What to expect from Qualys QSC 2022

After an insightful first year in 2021, the Computer Weekly Developer Network team is headed back for second helpings at Qualys QSC 2022.

With a solid focus on security issues (obviously, because Qualys is known for its work in this space), QSC is never billed as a security tech event as such.

Indeed, the bulk of last year’s editorial emanating from this show was focused on key facilitating aspects of cloud computing including Infrastructure-as-Code (IaC). This event encompasses a broad church of interests, from endpoints to edge, containers and cloud.

After all, Qualys refers to itself as a ‘provider of disruptive cloud-based IT security and compliance solutions’… not as a provider of security provisioning services.

The event itself will feature content directed at security professionals (from director to manager to engineer) and also to networking professionals, cloud management specialists and CEOs, CIOs, CTOs and CISOs… but also to DevOps practitioners and all strains of software application development programmer and architects.

Post-Covid comforts?

With last year’s event very carefully staged in light of the Covid-19 infection rate and state of world health at the time, if we are to enjoy any post-Covid (yes we know it’s still with us) comforts, then perhaps this year’s event will feature a few more (sanitized) hands-on lab sessions for the engineering-grade attendees who do make it to the show.

Staged from 7-9 November in Las Vegas, Qualys QSC Sumedh Thakar will no doubt continue his firm’s mission to ‘innovate relentlessly’ (sounds painful, but it’s not if you get it right). In practice, that should mean providing software security and systems management professionals and the whole gamut of individuals now in cloud engineering roles with a chance to meet with Qualys product experts as they come together to celebrate and learn.

Looking at the training schedule, the topics of low-code workflows and analytics will be important for the year ahead, while DevOps professionals can get into cloud misconfigurations and how to stop them, as well as container runtime security analysis.

Let’s remember, this is what Qualys likes to call the drive to stay ahead of ‘bad actors’.

CEO Thakar last year reminded us that we live in an era when the ‘quantity and impact’ of cyber-attacks are rising. As such, he wants attendees to come to the event and think about rewriting their cybersecurity playbook for the new era.

Qualys will no doubt focus on how it works with customers to deliver critical ransomware risk exposures and drive prioritised remediation workflows.

The company’s Cybersecurity Asset Management (CSAM) technology joined the Qualys Cloud Platform last year. In 2022 we have seen the company talk about some new product functionalities.
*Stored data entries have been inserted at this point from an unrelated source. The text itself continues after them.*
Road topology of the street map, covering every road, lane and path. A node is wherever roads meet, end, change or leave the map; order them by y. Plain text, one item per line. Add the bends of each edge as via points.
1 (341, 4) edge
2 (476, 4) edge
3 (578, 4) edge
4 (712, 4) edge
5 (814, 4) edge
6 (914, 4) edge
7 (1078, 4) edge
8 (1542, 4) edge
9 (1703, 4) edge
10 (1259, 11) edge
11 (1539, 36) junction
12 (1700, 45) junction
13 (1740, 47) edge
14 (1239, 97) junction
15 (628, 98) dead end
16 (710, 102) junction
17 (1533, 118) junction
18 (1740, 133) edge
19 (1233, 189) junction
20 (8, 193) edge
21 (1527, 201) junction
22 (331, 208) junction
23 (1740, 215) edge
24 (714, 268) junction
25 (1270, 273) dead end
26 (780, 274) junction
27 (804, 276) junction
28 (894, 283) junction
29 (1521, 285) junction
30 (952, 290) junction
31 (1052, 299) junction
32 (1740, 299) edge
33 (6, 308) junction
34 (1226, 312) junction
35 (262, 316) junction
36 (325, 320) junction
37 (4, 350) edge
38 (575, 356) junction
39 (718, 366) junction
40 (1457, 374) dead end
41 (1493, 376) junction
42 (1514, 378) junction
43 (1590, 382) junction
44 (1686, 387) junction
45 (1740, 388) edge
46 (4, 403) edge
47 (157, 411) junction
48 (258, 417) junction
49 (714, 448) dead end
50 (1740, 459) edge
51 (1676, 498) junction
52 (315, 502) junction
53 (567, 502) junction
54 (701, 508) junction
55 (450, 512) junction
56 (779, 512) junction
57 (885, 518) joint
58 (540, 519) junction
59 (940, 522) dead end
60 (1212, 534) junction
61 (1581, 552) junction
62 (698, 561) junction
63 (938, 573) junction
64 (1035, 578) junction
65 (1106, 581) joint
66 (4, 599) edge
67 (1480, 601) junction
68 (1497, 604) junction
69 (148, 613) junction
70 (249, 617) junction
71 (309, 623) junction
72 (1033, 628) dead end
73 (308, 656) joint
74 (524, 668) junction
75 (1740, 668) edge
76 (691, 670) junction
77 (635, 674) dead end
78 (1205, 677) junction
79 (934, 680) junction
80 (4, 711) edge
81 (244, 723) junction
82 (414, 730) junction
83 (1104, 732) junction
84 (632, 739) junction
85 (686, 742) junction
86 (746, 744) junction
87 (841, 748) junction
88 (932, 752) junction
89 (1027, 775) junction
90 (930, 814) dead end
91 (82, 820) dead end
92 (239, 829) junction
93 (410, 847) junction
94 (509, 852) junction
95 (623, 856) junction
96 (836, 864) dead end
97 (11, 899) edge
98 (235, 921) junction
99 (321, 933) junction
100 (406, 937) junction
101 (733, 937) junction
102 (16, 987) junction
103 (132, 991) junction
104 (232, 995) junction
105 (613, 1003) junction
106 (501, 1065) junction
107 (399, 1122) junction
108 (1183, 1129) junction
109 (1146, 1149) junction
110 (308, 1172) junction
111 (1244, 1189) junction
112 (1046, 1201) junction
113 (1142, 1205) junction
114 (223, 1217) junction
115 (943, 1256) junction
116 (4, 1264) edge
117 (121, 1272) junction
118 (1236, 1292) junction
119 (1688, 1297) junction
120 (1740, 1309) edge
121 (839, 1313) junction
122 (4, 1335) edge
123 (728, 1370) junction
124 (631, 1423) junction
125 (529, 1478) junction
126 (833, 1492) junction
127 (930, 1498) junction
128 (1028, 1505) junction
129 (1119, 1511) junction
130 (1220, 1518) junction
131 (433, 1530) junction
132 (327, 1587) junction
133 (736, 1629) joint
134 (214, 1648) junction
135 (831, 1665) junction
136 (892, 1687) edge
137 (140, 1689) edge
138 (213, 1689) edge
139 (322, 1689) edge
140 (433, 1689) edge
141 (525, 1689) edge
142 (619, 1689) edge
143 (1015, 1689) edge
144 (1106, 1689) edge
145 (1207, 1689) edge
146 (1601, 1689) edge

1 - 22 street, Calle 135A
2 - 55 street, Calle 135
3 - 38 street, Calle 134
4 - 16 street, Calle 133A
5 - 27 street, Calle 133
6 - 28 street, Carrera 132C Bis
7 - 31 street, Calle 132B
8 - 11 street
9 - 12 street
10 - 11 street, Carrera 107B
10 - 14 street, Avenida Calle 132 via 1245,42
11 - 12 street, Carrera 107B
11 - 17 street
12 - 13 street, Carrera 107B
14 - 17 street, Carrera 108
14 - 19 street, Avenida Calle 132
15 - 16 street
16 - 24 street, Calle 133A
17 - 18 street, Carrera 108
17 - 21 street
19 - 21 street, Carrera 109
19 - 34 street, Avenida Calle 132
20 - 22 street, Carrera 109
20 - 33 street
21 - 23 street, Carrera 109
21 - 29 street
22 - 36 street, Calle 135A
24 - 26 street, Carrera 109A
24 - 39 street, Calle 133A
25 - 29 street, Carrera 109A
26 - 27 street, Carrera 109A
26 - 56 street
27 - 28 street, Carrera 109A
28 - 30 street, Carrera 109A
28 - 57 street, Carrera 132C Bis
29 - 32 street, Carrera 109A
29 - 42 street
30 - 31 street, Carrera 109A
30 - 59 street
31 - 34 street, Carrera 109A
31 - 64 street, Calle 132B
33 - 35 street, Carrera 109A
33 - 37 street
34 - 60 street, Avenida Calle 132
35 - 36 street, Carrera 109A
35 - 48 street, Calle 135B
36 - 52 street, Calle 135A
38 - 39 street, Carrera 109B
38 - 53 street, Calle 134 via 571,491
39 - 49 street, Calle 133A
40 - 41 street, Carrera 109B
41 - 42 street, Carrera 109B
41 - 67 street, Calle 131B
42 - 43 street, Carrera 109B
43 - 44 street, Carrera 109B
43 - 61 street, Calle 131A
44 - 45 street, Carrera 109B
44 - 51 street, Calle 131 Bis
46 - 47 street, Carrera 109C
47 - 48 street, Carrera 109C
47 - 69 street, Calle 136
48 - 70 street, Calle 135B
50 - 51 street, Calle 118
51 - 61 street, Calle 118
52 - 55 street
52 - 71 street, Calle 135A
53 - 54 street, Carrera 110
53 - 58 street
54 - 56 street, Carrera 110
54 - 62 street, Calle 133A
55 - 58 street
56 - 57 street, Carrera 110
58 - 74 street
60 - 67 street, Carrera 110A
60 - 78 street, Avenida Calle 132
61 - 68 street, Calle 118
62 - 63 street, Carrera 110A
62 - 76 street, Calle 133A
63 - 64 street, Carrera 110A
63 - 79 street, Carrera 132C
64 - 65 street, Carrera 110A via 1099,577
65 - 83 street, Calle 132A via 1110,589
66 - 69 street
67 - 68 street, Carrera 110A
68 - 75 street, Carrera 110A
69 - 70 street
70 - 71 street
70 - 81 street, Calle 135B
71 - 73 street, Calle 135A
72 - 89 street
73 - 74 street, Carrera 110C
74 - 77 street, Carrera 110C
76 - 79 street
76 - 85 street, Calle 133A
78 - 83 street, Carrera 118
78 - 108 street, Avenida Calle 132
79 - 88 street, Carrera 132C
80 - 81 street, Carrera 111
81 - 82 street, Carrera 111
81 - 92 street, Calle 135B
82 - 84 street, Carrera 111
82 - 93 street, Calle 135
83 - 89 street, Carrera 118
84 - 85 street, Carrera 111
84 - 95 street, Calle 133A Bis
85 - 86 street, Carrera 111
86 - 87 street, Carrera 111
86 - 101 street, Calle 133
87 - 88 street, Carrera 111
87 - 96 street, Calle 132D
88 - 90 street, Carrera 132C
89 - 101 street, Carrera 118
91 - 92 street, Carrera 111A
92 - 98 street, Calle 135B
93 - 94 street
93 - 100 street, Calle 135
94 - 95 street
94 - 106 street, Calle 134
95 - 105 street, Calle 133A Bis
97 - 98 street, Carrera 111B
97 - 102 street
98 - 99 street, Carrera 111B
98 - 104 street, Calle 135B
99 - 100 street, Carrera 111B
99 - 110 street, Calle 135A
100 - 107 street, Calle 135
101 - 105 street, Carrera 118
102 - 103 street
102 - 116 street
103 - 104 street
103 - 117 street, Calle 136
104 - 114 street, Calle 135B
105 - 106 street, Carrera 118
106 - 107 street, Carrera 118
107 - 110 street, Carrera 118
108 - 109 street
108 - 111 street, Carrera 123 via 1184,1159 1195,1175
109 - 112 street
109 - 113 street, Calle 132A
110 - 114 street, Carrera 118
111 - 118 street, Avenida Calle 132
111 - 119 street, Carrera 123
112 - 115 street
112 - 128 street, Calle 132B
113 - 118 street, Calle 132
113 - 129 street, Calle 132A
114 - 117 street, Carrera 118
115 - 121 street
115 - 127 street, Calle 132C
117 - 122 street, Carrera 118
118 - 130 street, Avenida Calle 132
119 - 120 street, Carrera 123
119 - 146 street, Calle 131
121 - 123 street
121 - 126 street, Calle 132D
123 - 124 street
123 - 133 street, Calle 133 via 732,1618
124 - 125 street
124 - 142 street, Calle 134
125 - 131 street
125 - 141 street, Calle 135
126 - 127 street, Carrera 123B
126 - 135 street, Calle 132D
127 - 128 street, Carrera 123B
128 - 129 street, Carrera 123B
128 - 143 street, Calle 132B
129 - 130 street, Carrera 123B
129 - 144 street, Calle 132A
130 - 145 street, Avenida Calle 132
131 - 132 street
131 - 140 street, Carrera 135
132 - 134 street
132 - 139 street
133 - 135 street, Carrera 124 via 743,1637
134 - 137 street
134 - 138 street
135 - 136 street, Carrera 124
Looking at some of the recent news that Qualys will seek to showcase at this year’s show, we can see that the company used its presence at the Black Hat conference this year to explain how Qualys Cloud Platform powers a range of solutions, unifying organisations’ security playbooks through managing assets and vulnerabilities, automating remediation and taking a context driven approach to detect and respond to malicious attacks.

Alongside the product launches, the Qualys Research Team has been busy finding issues in common open source tools. This led to two PWNIE Award nominations at Black Hat for cutting-edge research, discovery and responsible disclosure of new and critical vulnerabilities PWNKIT and Oh Snap! More Lemmings. We expect more interesting discoveries out of this team over time.

Let’s ask an analyst to put this in context. “Cyber risk is becoming part of the business risk equation. Even the most advanced organisations can’t patch all the threats they uncover, which increasingly includes poorly misconfigured services,” said Michelle Abraham, research director at IDC. “Organisations must prioritise efforts that result in the maximum reduction of risk. Qualys’s approach to cyber risk management considers multiple factors like vulnerabilities and misconfigured systems, so organisations can focus on fixes that reduce their overall risk.”

At the event, then, we expect to hear more about the building blocks that developers use to build applications, and how those blocks can be put together in more secure ways. At the same time, this all has to be easy for developers to put into practice.

When it comes to preventing problems, this has to cover everything from mistakes around what containers you use and what is included in them through to not including credentials or other secrets in your cloud infrastructure set-ups.

Disclosure doubling

The doubling of disclosed vulnerabilities over the last five years, the speed at which vulnerabilities are weaponised, and the cyber talent shortage, have left teams struggling to wade through a mountain of vulnerabilities with no way to fix them all.

Security and IT teams need a new systematic approach to cut through the noise and prioritise how they will go about fixing the most critical vulnerabilities… this event will aim to provide answers to those technology professionals dreaming on road to the zero-touch patching Nirvana that they know they want to get to.